All lines in the records below with the word "highway" must be returned.

◇ ◇ ◇ ◇ ◇ ◇ ◇

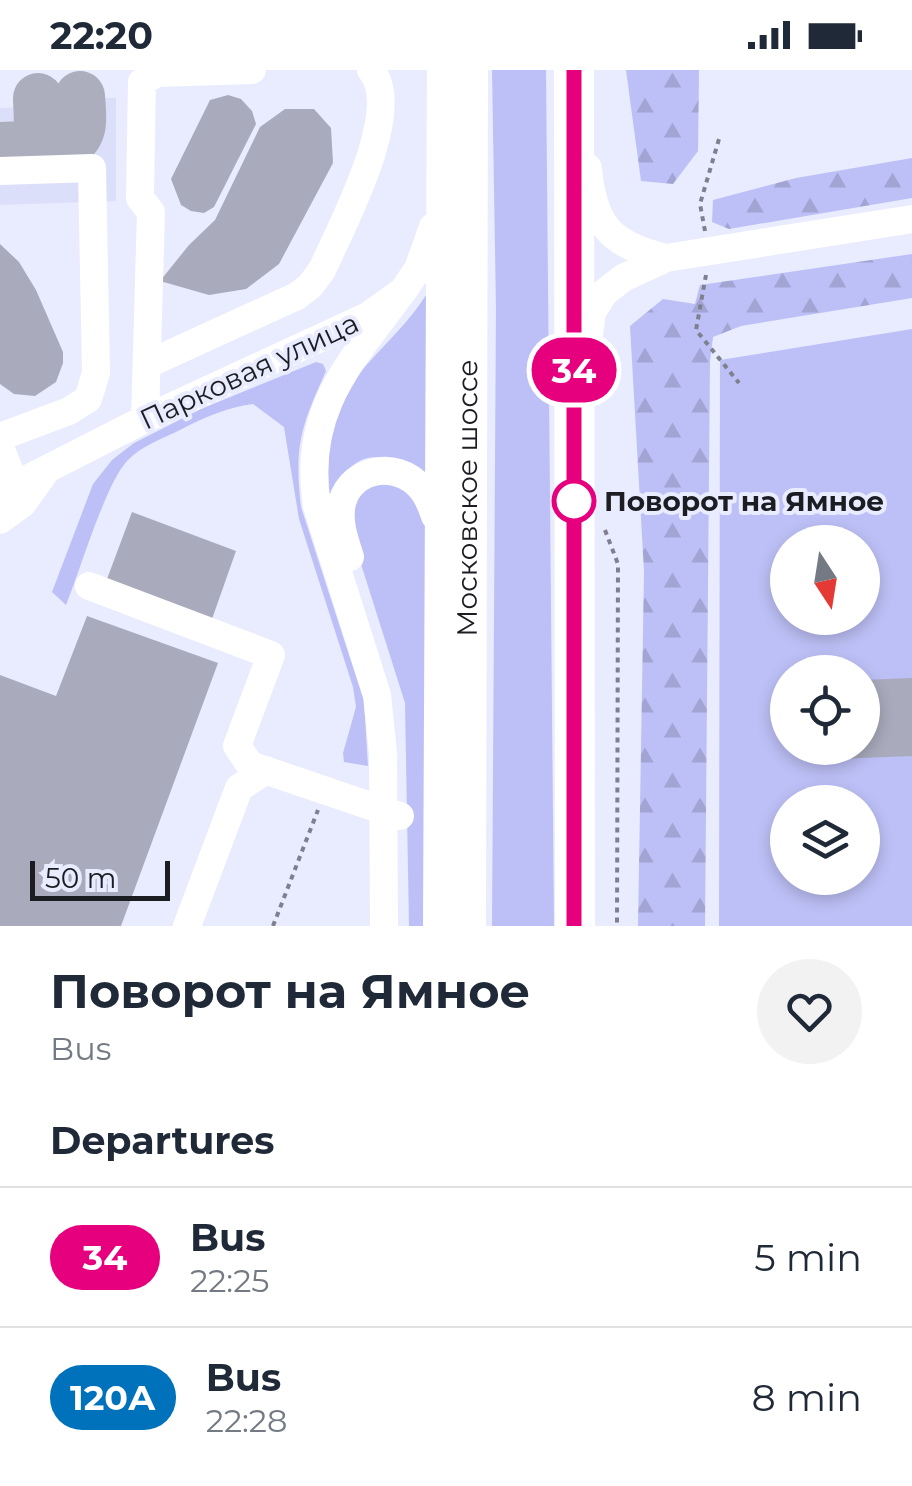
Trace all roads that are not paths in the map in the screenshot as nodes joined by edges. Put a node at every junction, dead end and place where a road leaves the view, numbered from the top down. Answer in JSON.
{"nodes":[{"id":1,"x":252,"y":70,"type":"edge"},
{"id":2,"x":370,"y":70,"type":"edge"},
{"id":3,"x":441,"y":70,"type":"edge"},
{"id":4,"x":468,"y":70,"type":"edge"},
{"id":5,"x":574,"y":70,"type":"edge"},
{"id":6,"x":583,"y":70,"type":"edge"},
{"id":7,"x":0,"y":172,"type":"edge"},
{"id":8,"x":442,"y":196,"type":"junction"},
{"id":9,"x":912,"y":219,"type":"edge"},
{"id":10,"x":666,"y":258,"type":"junction"},
{"id":11,"x":403,"y":291,"type":"junction"},
{"id":12,"x":148,"y":364,"type":"junction"},
{"id":13,"x":145,"y":419,"type":"junction"},
{"id":14,"x":0,"y":436,"type":"edge"},
{"id":15,"x":0,"y":448,"type":"edge"},
{"id":16,"x":46,"y":469,"type":"junction"},
{"id":17,"x":7,"y":489,"type":"edge"},
{"id":18,"x":574,"y":514,"type":"junction"},
{"id":19,"x":0,"y":520,"type":"edge"},
{"id":20,"x":438,"y":524,"type":"junction"},
{"id":21,"x":89,"y":586,"type":"dead end"},
{"id":22,"x":266,"y":770,"type":"junction"},
{"id":23,"x":392,"y":813,"type":"junction"},
{"id":24,"x":187,"y":926,"type":"edge"},
{"id":25,"x":384,"y":926,"type":"edge"},
{"id":26,"x":401,"y":926,"type":"edge"},
{"id":27,"x":438,"y":926,"type":"edge"},
{"id":28,"x":466,"y":926,"type":"edge"},
{"id":29,"x":574,"y":926,"type":"edge"}],
"edges":[{"from":1,"to":12,"type":"street"},
{"from":2,"to":12,"type":"street"},
{"from":3,"to":8,"type":"street"},
{"from":4,"to":28,"type":"highway","name":"Московское шоссе"},
{"from":5,"to":18,"type":"highway"},
{"from":6,"to":10,"type":"street"},
{"from":7,"to":14,"type":"street"},
{"from":8,"to":11,"type":"street","name":"Парковая улица"},
{"from":8,"to":20,"type":"street"},
{"from":9,"to":10,"type":"street"},
{"from":10,"to":18,"type":"street"},
{"from":11,"to":13,"type":"street","name":"Парковая улица"},
{"from":11,"to":23,"type":"street"},
{"from":12,"to":13,"type":"street"},
{"from":13,"to":16,"type":"street","name":"Парковая улица"},
{"from":15,"to":17,"type":"street"},
{"from":16,"to":17,"type":"street","name":"Парковая улица"},
{"from":16,"to":19,"type":"street"},
{"from":18,"to":29,"type":"highway"},
{"from":20,"to":23,"type":"street"},
{"from":20,"to":27,"type":"street"},
{"from":21,"to":22,"type":"street"},
{"from":22,"to":23,"type":"street"},
{"from":22,"to":24,"type":"street"},
{"from":23,"to":25,"type":"street"},
{"from":23,"to":26,"type":"street"}]}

◇ ◇ ◇ ◇ ◇ ◇ ◇

# ANSWER TO THIS TASK
{"from":4,"to":28,"type":"highway","name":"Московское шоссе"},
{"from":5,"to":18,"type":"highway"},
{"from":18,"to":29,"type":"highway"},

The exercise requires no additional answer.